Saved entries

++++++++++++++++++++

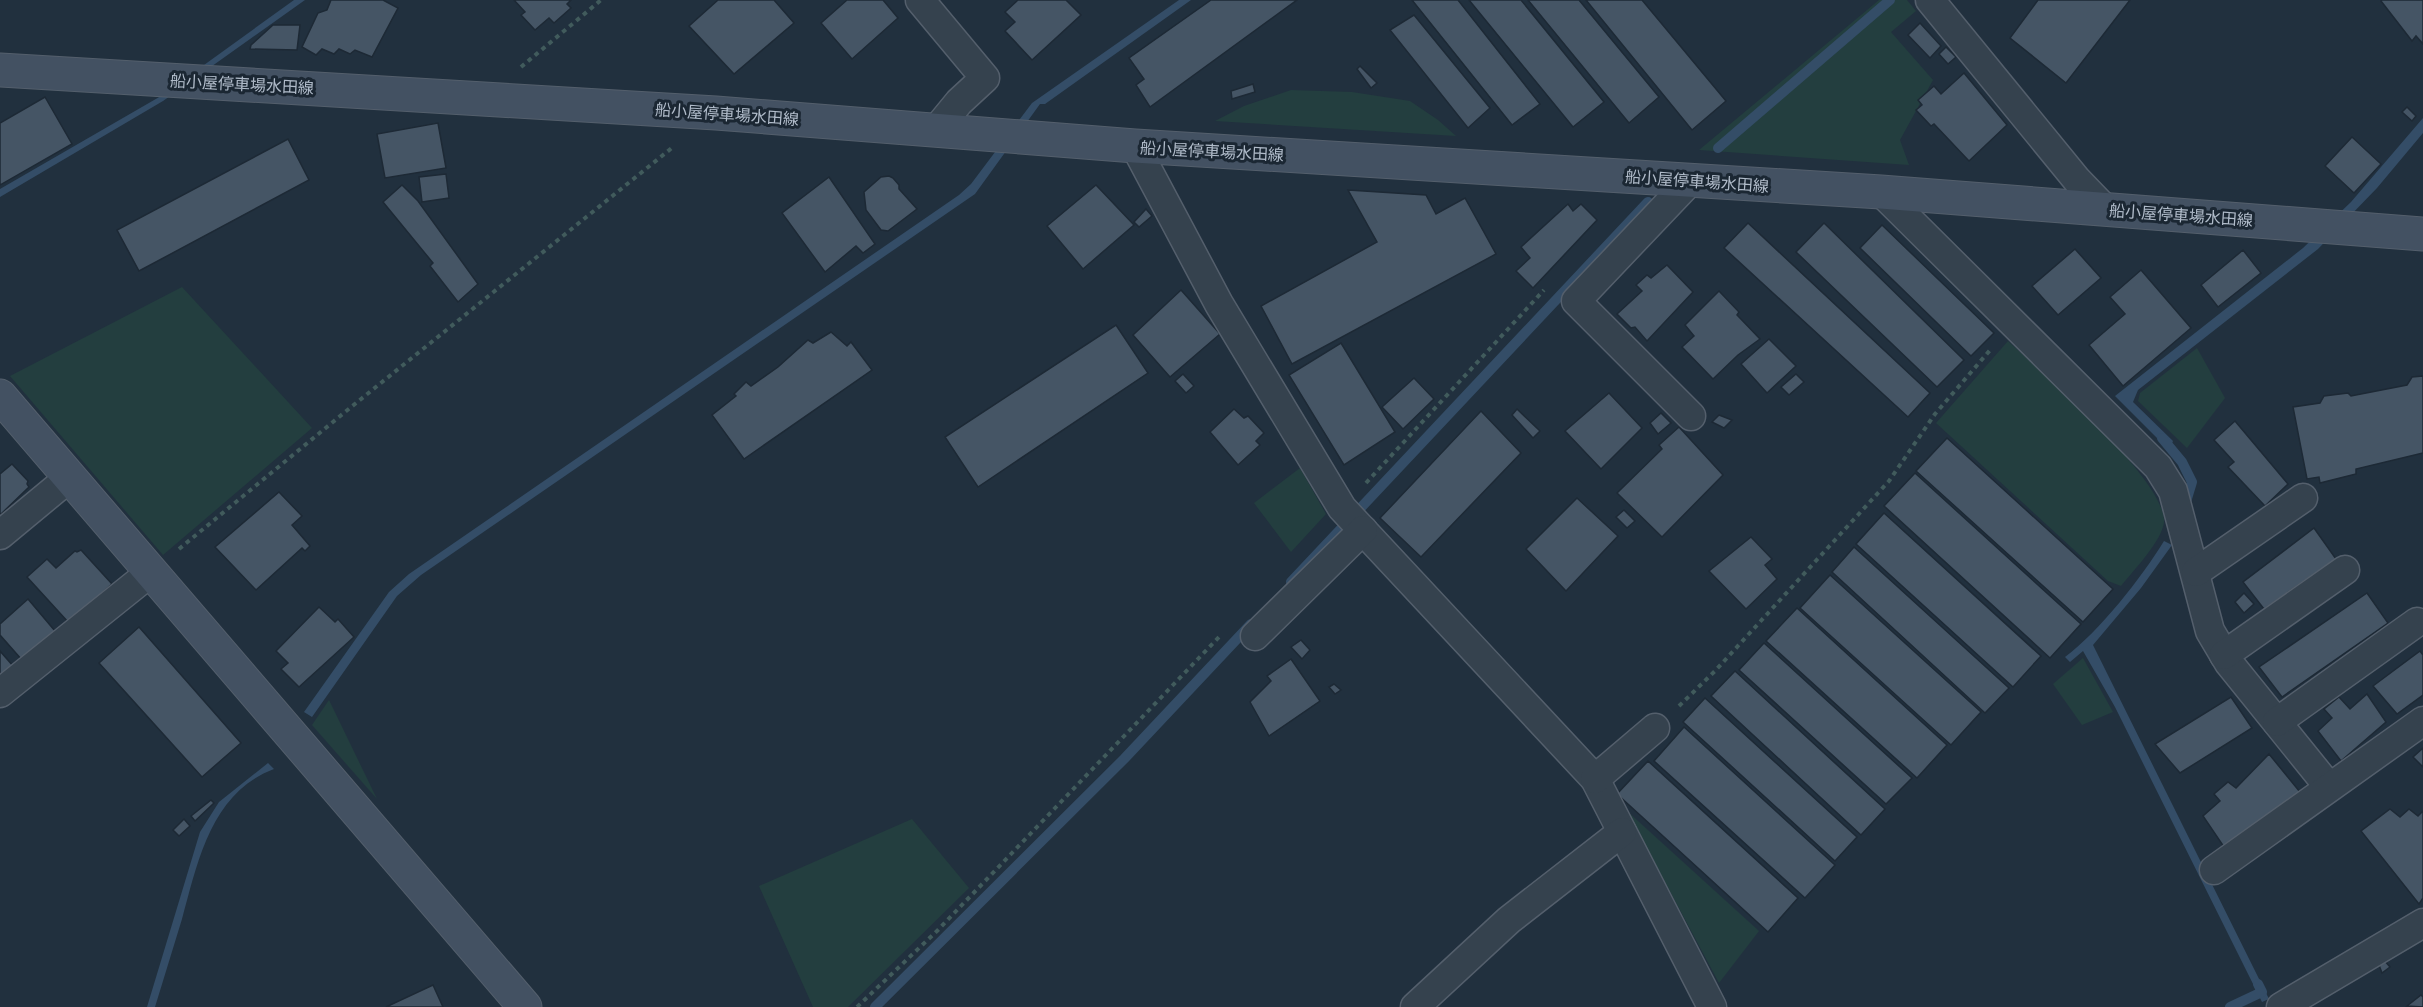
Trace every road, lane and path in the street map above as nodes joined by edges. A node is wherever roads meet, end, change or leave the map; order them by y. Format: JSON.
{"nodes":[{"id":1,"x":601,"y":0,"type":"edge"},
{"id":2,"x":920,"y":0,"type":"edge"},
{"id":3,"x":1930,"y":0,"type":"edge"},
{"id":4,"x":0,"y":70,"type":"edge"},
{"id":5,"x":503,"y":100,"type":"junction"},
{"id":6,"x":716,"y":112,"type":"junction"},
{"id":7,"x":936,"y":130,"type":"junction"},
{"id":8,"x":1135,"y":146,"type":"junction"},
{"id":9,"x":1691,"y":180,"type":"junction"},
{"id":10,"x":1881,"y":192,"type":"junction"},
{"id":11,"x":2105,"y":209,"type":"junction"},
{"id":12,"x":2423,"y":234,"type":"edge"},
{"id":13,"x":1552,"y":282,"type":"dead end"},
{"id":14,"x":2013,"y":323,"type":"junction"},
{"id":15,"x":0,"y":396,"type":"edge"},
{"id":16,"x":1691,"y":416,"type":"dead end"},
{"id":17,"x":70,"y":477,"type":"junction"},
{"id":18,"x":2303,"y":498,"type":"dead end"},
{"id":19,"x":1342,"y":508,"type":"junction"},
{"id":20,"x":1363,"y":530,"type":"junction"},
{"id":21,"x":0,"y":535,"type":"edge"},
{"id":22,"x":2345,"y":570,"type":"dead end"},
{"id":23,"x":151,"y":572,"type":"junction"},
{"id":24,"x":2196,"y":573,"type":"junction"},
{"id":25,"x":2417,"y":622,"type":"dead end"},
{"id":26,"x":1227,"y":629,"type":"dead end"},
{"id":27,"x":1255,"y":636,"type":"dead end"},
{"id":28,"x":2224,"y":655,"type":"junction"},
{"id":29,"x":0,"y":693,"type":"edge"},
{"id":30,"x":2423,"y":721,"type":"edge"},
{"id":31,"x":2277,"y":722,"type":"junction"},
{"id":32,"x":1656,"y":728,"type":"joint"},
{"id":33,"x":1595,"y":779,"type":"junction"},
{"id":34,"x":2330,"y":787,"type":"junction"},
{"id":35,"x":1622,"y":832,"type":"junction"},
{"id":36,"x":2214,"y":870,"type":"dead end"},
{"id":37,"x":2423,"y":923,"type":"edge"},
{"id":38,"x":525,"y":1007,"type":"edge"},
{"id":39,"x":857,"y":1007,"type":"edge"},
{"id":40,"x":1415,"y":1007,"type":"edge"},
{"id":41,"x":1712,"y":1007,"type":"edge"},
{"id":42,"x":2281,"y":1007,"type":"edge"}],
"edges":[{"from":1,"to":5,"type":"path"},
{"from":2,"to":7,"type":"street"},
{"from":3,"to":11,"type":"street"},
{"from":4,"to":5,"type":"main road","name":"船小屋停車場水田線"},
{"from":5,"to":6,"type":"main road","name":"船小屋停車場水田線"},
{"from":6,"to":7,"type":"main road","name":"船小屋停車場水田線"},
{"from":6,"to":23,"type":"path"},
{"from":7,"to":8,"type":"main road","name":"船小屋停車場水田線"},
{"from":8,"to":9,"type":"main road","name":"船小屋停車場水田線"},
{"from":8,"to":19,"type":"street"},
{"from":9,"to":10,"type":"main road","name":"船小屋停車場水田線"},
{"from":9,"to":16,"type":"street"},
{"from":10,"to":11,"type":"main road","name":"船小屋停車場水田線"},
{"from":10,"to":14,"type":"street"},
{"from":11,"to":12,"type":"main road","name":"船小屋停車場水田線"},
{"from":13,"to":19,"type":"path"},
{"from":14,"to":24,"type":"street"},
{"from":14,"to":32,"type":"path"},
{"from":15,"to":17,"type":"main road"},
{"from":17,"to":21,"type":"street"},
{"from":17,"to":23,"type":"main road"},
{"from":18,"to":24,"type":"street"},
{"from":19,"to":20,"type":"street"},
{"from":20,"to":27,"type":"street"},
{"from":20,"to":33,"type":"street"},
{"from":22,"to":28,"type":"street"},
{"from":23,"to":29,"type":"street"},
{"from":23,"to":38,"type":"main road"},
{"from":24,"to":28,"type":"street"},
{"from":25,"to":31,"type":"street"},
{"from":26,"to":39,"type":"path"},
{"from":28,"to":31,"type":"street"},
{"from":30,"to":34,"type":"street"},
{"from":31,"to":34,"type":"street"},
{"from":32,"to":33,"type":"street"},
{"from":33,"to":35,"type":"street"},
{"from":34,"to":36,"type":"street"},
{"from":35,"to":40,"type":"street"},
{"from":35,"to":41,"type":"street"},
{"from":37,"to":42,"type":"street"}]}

++++++++++++++++++++

**Exercise requirements**
Please repeat every record exactly, leaving the pictures out.

**Result**
Trace every road, lane and path in the street map above as nodes joined by edges. A node is wherever roads meet, end, change or leave the map; order them by y. Format: JSON.
{"nodes":[{"id":1,"x":601,"y":0,"type":"edge"},
{"id":2,"x":920,"y":0,"type":"edge"},
{"id":3,"x":1930,"y":0,"type":"edge"},
{"id":4,"x":0,"y":70,"type":"edge"},
{"id":5,"x":503,"y":100,"type":"junction"},
{"id":6,"x":716,"y":112,"type":"junction"},
{"id":7,"x":936,"y":130,"type":"junction"},
{"id":8,"x":1135,"y":146,"type":"junction"},
{"id":9,"x":1691,"y":180,"type":"junction"},
{"id":10,"x":1881,"y":192,"type":"junction"},
{"id":11,"x":2105,"y":209,"type":"junction"},
{"id":12,"x":2423,"y":234,"type":"edge"},
{"id":13,"x":1552,"y":282,"type":"dead end"},
{"id":14,"x":2013,"y":323,"type":"junction"},
{"id":15,"x":0,"y":396,"type":"edge"},
{"id":16,"x":1691,"y":416,"type":"dead end"},
{"id":17,"x":70,"y":477,"type":"junction"},
{"id":18,"x":2303,"y":498,"type":"dead end"},
{"id":19,"x":1342,"y":508,"type":"junction"},
{"id":20,"x":1363,"y":530,"type":"junction"},
{"id":21,"x":0,"y":535,"type":"edge"},
{"id":22,"x":2345,"y":570,"type":"dead end"},
{"id":23,"x":151,"y":572,"type":"junction"},
{"id":24,"x":2196,"y":573,"type":"junction"},
{"id":25,"x":2417,"y":622,"type":"dead end"},
{"id":26,"x":1227,"y":629,"type":"dead end"},
{"id":27,"x":1255,"y":636,"type":"dead end"},
{"id":28,"x":2224,"y":655,"type":"junction"},
{"id":29,"x":0,"y":693,"type":"edge"},
{"id":30,"x":2423,"y":721,"type":"edge"},
{"id":31,"x":2277,"y":722,"type":"junction"},
{"id":32,"x":1656,"y":728,"type":"joint"},
{"id":33,"x":1595,"y":779,"type":"junction"},
{"id":34,"x":2330,"y":787,"type":"junction"},
{"id":35,"x":1622,"y":832,"type":"junction"},
{"id":36,"x":2214,"y":870,"type":"dead end"},
{"id":37,"x":2423,"y":923,"type":"edge"},
{"id":38,"x":525,"y":1007,"type":"edge"},
{"id":39,"x":857,"y":1007,"type":"edge"},
{"id":40,"x":1415,"y":1007,"type":"edge"},
{"id":41,"x":1712,"y":1007,"type":"edge"},
{"id":42,"x":2281,"y":1007,"type":"edge"}],
"edges":[{"from":1,"to":5,"type":"path"},
{"from":2,"to":7,"type":"street"},
{"from":3,"to":11,"type":"street"},
{"from":4,"to":5,"type":"main road","name":"船小屋停車場水田線"},
{"from":5,"to":6,"type":"main road","name":"船小屋停車場水田線"},
{"from":6,"to":7,"type":"main road","name":"船小屋停車場水田線"},
{"from":6,"to":23,"type":"path"},
{"from":7,"to":8,"type":"main road","name":"船小屋停車場水田線"},
{"from":8,"to":9,"type":"main road","name":"船小屋停車場水田線"},
{"from":8,"to":19,"type":"street"},
{"from":9,"to":10,"type":"main road","name":"船小屋停車場水田線"},
{"from":9,"to":16,"type":"street"},
{"from":10,"to":11,"type":"main road","name":"船小屋停車場水田線"},
{"from":10,"to":14,"type":"street"},
{"from":11,"to":12,"type":"main road","name":"船小屋停車場水田線"},
{"from":13,"to":19,"type":"path"},
{"from":14,"to":24,"type":"street"},
{"from":14,"to":32,"type":"path"},
{"from":15,"to":17,"type":"main road"},
{"from":17,"to":21,"type":"street"},
{"from":17,"to":23,"type":"main road"},
{"from":18,"to":24,"type":"street"},
{"from":19,"to":20,"type":"street"},
{"from":20,"to":27,"type":"street"},
{"from":20,"to":33,"type":"street"},
{"from":22,"to":28,"type":"street"},
{"from":23,"to":29,"type":"street"},
{"from":23,"to":38,"type":"main road"},
{"from":24,"to":28,"type":"street"},
{"from":25,"to":31,"type":"street"},
{"from":26,"to":39,"type":"path"},
{"from":28,"to":31,"type":"street"},
{"from":30,"to":34,"type":"street"},
{"from":31,"to":34,"type":"street"},
{"from":32,"to":33,"type":"street"},
{"from":33,"to":35,"type":"street"},
{"from":34,"to":36,"type":"street"},
{"from":35,"to":40,"type":"street"},
{"from":35,"to":41,"type":"street"},
{"from":37,"to":42,"type":"street"}]}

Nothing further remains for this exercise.